(Beginning of RECORDS FOR THE EXERCISE)

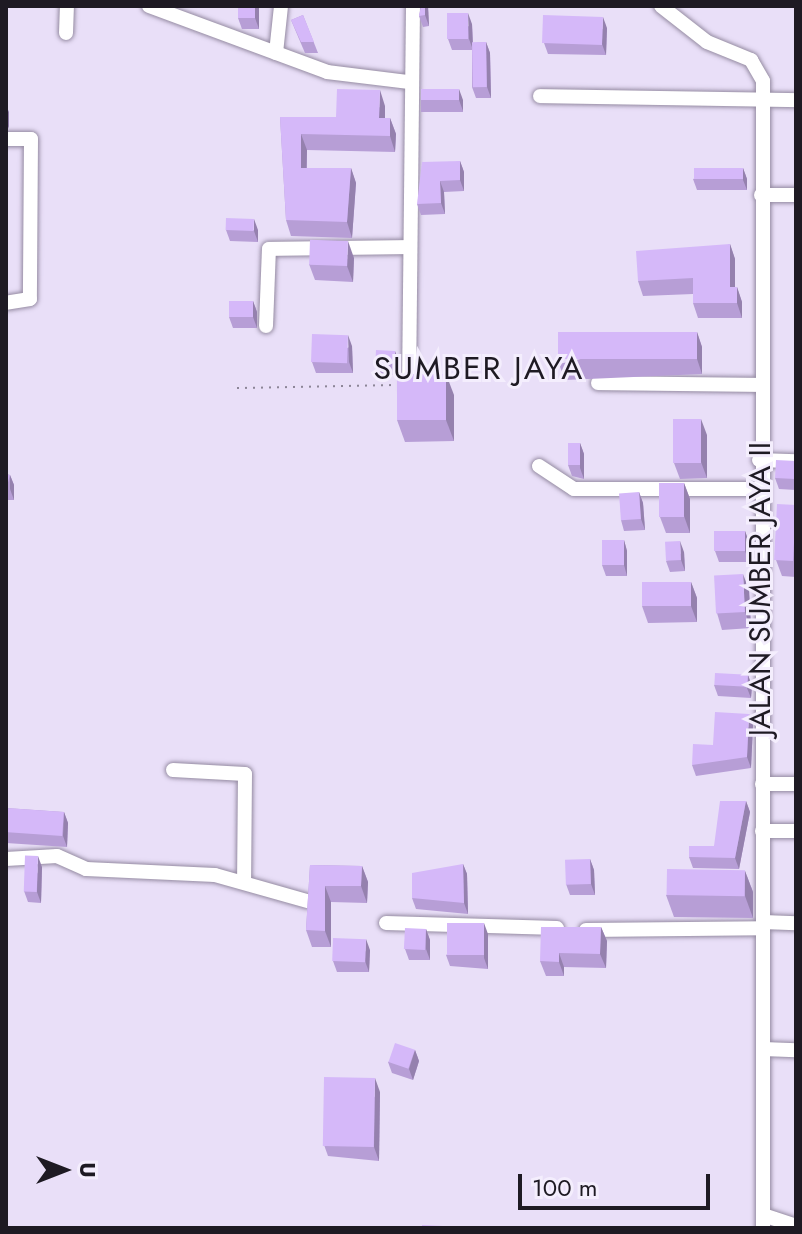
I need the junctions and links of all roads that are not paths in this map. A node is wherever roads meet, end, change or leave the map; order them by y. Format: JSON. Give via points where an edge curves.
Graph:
{"nodes":[{"id":1,"x":67,"y":6,"type":"edge"},
{"id":2,"x":149,"y":6,"type":"edge"},
{"id":3,"x":281,"y":6,"type":"edge"},
{"id":4,"x":413,"y":6,"type":"edge"},
{"id":5,"x":661,"y":6,"type":"edge"},
{"id":6,"x":66,"y":33,"type":"dead end"},
{"id":7,"x":276,"y":53,"type":"junction"},
{"id":8,"x":409,"y":82,"type":"junction"},
{"id":9,"x":540,"y":96,"type":"dead end"},
{"id":10,"x":796,"y":100,"type":"edge"},
{"id":11,"x":763,"y":101,"type":"junction"},
{"id":12,"x":6,"y":139,"type":"edge"},
{"id":13,"x":761,"y":195,"type":"junction"},
{"id":14,"x":796,"y":195,"type":"edge"},
{"id":15,"x":406,"y":247,"type":"junction"},
{"id":16,"x":6,"y":303,"type":"edge"},
{"id":17,"x":266,"y":326,"type":"dead end"},
{"id":18,"x":598,"y":383,"type":"dead end"},
{"id":19,"x":409,"y":384,"type":"edge"},
{"id":20,"x":759,"y":385,"type":"junction"},
{"id":21,"x":759,"y":460,"type":"junction"},
{"id":22,"x":796,"y":461,"type":"edge"},
{"id":23,"x":539,"y":466,"type":"dead end"},
{"id":24,"x":759,"y":489,"type":"junction"},
{"id":25,"x":173,"y":770,"type":"dead end"},
{"id":26,"x":762,"y":784,"type":"junction"},
{"id":27,"x":796,"y":784,"type":"edge"},
{"id":28,"x":762,"y":831,"type":"junction"},
{"id":29,"x":796,"y":831,"type":"edge"},
{"id":30,"x":6,"y":859,"type":"edge"},
{"id":31,"x":244,"y":880,"type":"junction"},
{"id":32,"x":307,"y":901,"type":"edge"},
{"id":33,"x":386,"y":923,"type":"dead end"},
{"id":34,"x":796,"y":923,"type":"edge"},
{"id":35,"x":763,"y":925,"type":"junction"},
{"id":36,"x":763,"y":1049,"type":"junction"},
{"id":37,"x":796,"y":1050,"type":"edge"},
{"id":38,"x":763,"y":1222,"type":"edge"},
{"id":39,"x":796,"y":1226,"type":"edge"}],
"edges":[{"from":1,"to":6,"type":"street"},
{"from":2,"to":7,"type":"street"},
{"from":3,"to":7,"type":"street"},
{"from":4,"to":8,"type":"street"},
{"from":5,"to":11,"type":"street","name":"JALAN SUMBER JAYA II","via":[[707,42],[759,66]]},
{"from":7,"to":8,"type":"street","via":[[327,72]]},
{"from":8,"to":15,"type":"street"},
{"from":9,"to":11,"type":"street"},
{"from":10,"to":11,"type":"street"},
{"from":11,"to":13,"type":"street","name":"JALAN SUMBER JAYA II"},
{"from":12,"to":16,"type":"street","via":[[31,139],[30,299]]},
{"from":13,"to":14,"type":"street"},
{"from":13,"to":20,"type":"street","name":"JALAN SUMBER JAYA II"},
{"from":15,"to":17,"type":"street","via":[[269,249]]},
{"from":15,"to":19,"type":"street"},
{"from":18,"to":20,"type":"street"},
{"from":20,"to":21,"type":"street","name":"JALAN SUMBER JAYA II"},
{"from":21,"to":22,"type":"street"},
{"from":21,"to":24,"type":"street","name":"JALAN SUMBER JAYA II"},
{"from":23,"to":24,"type":"street","via":[[574,489]]},
{"from":24,"to":26,"type":"street","name":"JALAN SUMBER JAYA II"},
{"from":25,"to":31,"type":"street","via":[[245,774]]},
{"from":26,"to":27,"type":"street"},
{"from":26,"to":28,"type":"street","name":"JALAN SUMBER JAYA II"},
{"from":28,"to":29,"type":"street"},
{"from":28,"to":35,"type":"street","name":"JALAN SUMBER JAYA II"},
{"from":30,"to":31,"type":"street","via":[[57,856],[86,869]]},
{"from":31,"to":32,"type":"street"},
{"from":33,"to":35,"type":"street"},
{"from":34,"to":35,"type":"street"},
{"from":35,"to":36,"type":"street","name":"JALAN SUMBER JAYA II"},
{"from":36,"to":37,"type":"street"},
{"from":36,"to":38,"type":"street","name":"JALAN SUMBER JAYA II"},
{"from":38,"to":39,"type":"street"}]}
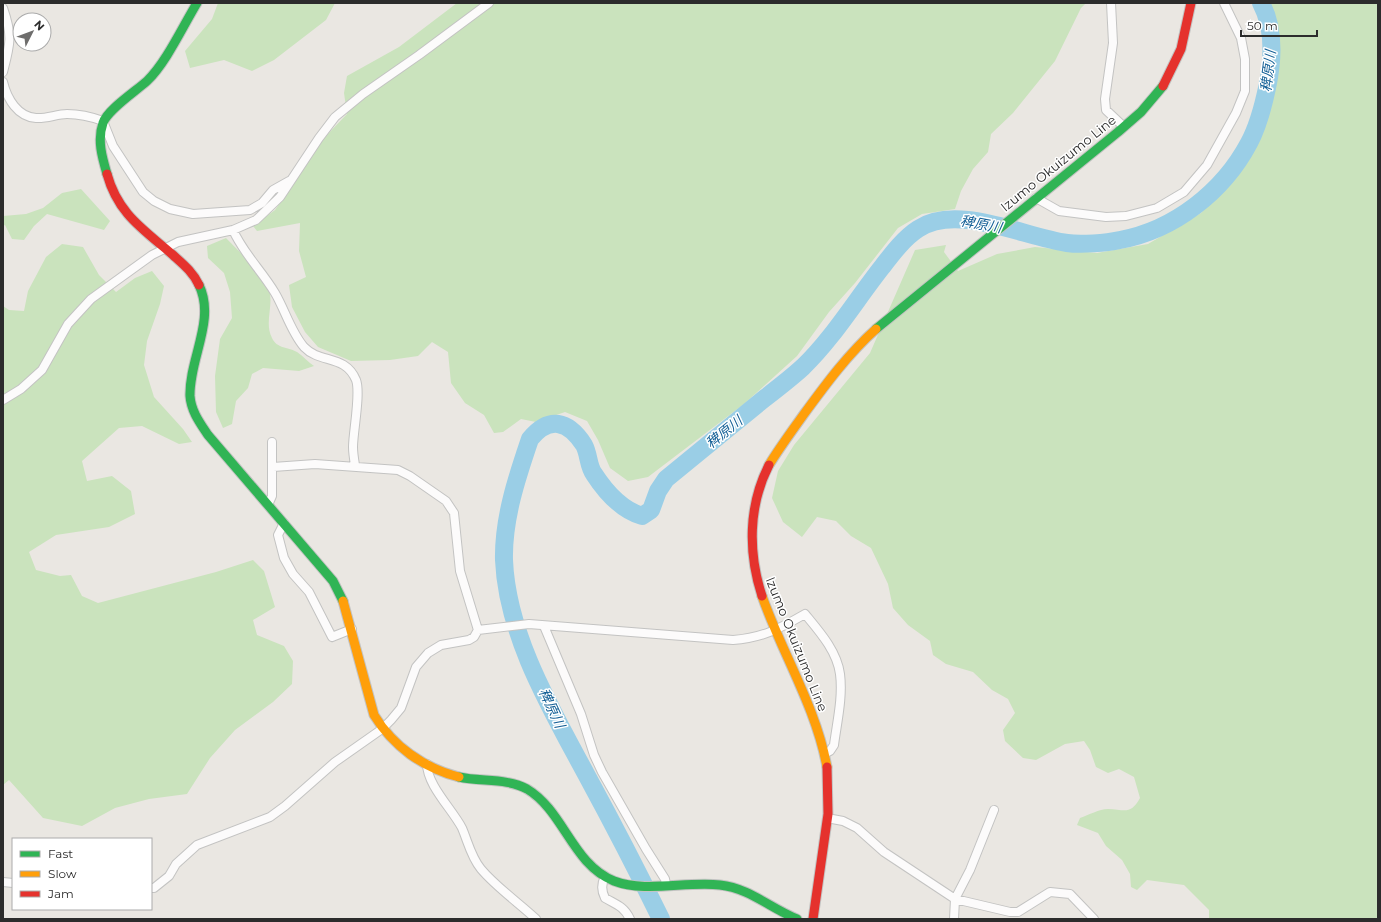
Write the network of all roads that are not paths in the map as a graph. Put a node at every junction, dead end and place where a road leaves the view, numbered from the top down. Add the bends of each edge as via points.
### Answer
1 (197, 3) edge
2 (489, 3) edge
3 (1111, 3) edge
4 (1191, 3) edge
5 (1224, 3) edge
6 (3, 8) edge
7 (3, 72) edge
8 (3, 82) edge
9 (103, 121) junction
10 (1124, 126) junction
11 (291, 180) junction
12 (1036, 198) junction
13 (233, 230) junction
14 (164, 249) junction
15 (3, 400) edge
16 (272, 442) dead end
17 (355, 465) junction
18 (273, 467) junction
19 (268, 506) junction
20 (284, 523) junction
21 (544, 626) junction
22 (352, 629) junction
23 (478, 630) junction
24 (775, 630) junction
25 (383, 731) junction
26 (824, 754) junction
27 (427, 764) junction
28 (994, 810) dead end
29 (827, 818) junction
30 (605, 877) junction
31 (666, 884) junction
32 (152, 888) edge
33 (955, 899) junction
34 (536, 919) edge
35 (630, 919) edge
36 (797, 919) edge
37 (812, 919) edge
38 (954, 919) edge
39 (1094, 919) edge

1 - 9 street via 148,80
2 - 11 street via 335,117
3 - 10 street via 1113,43 1105,99 1106,110
4 - 10 street, Izumo Okuizumo Line via 1188,30 1178,61 1158,93
5 - 12 street via 1241,38 1246,59 1245,91 1236,113 1207,164 1184,192 1157,208 1126,216 1106,217 1060,211
6 - 7 street via 9,23 11,42
8 - 9 street via 12,104 25,116 37,118 66,114
9 - 11 street via 113,146 143,192 170,209 193,214 250,210 262,203 273,190
9 - 14 street via 99,138 112,193 126,214
10 - 12 street, Izumo Okuizumo Line
11 - 13 street via 268,210 256,220
12 - 24 street, Izumo Okuizumo Line via 904,304 859,344 826,383 782,445 761,482 750,535 754,566
13 - 14 street via 178,242
13 - 17 street via 240,245 276,294 304,347 351,370 357,382 353,448
14 - 15 street via 112,283 82,307 60,336 42,370 21,389
14 - 19 street via 196,278 203,294 205,315 194,361 190,397 195,415 208,435
16 - 18 street
17 - 18 street
17 - 23 street via 398,470 446,501 454,513 460,571
18 - 19 street via 272,496
19 - 20 street
20 - 22 street via 333,581 343,600
20 - 22 street via 278,535 284,558 293,574 309,592 332,637
21 - 23 street via 529,624
21 - 24 street via 733,640 752,639
21 - 31 street via 581,714 594,755
22 - 25 street via 374,715
23 - 25 street via 469,640 442,645 428,653 416,667 401,708
24 - 26 street, Izumo Okuizumo Line via 814,723
24 - 26 street via 805,614 823,636 833,654 840,673 841,693 834,745
25 - 27 street via 393,742
25 - 32 street via 335,762 270,817 197,845 176,864 169,876
26 - 29 street, Izumo Okuizumo Line via 830,785
27 - 30 street via 449,774 469,779 508,782 527,790 541,800 585,858
27 - 34 street via 433,784 459,823 472,855 481,869
28 - 33 street via 970,870
29 - 33 street via 857,828 884,852
29 - 37 street, Izumo Okuizumo Line
30 - 31 street via 626,883
30 - 35 street via 602,883 604,898 618,904
31 - 36 street via 720,885 744,890 785,915
33 - 38 street
33 - 39 street via 1018,912 1050,892 1070,894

(End of RECORDS FOR THE EXERCISE)

[TO DO] Each line above that contains the word "Izumo" should be copied.

[SOLUTION FOR THIS PROBLEM]
4 - 10 street, Izumo Okuizumo Line via 1188,30 1178,61 1158,93
10 - 12 street, Izumo Okuizumo Line
12 - 24 street, Izumo Okuizumo Line via 904,304 859,344 826,383 782,445 761,482 750,535 754,566
24 - 26 street, Izumo Okuizumo Line via 814,723
26 - 29 street, Izumo Okuizumo Line via 830,785
29 - 37 street, Izumo Okuizumo Line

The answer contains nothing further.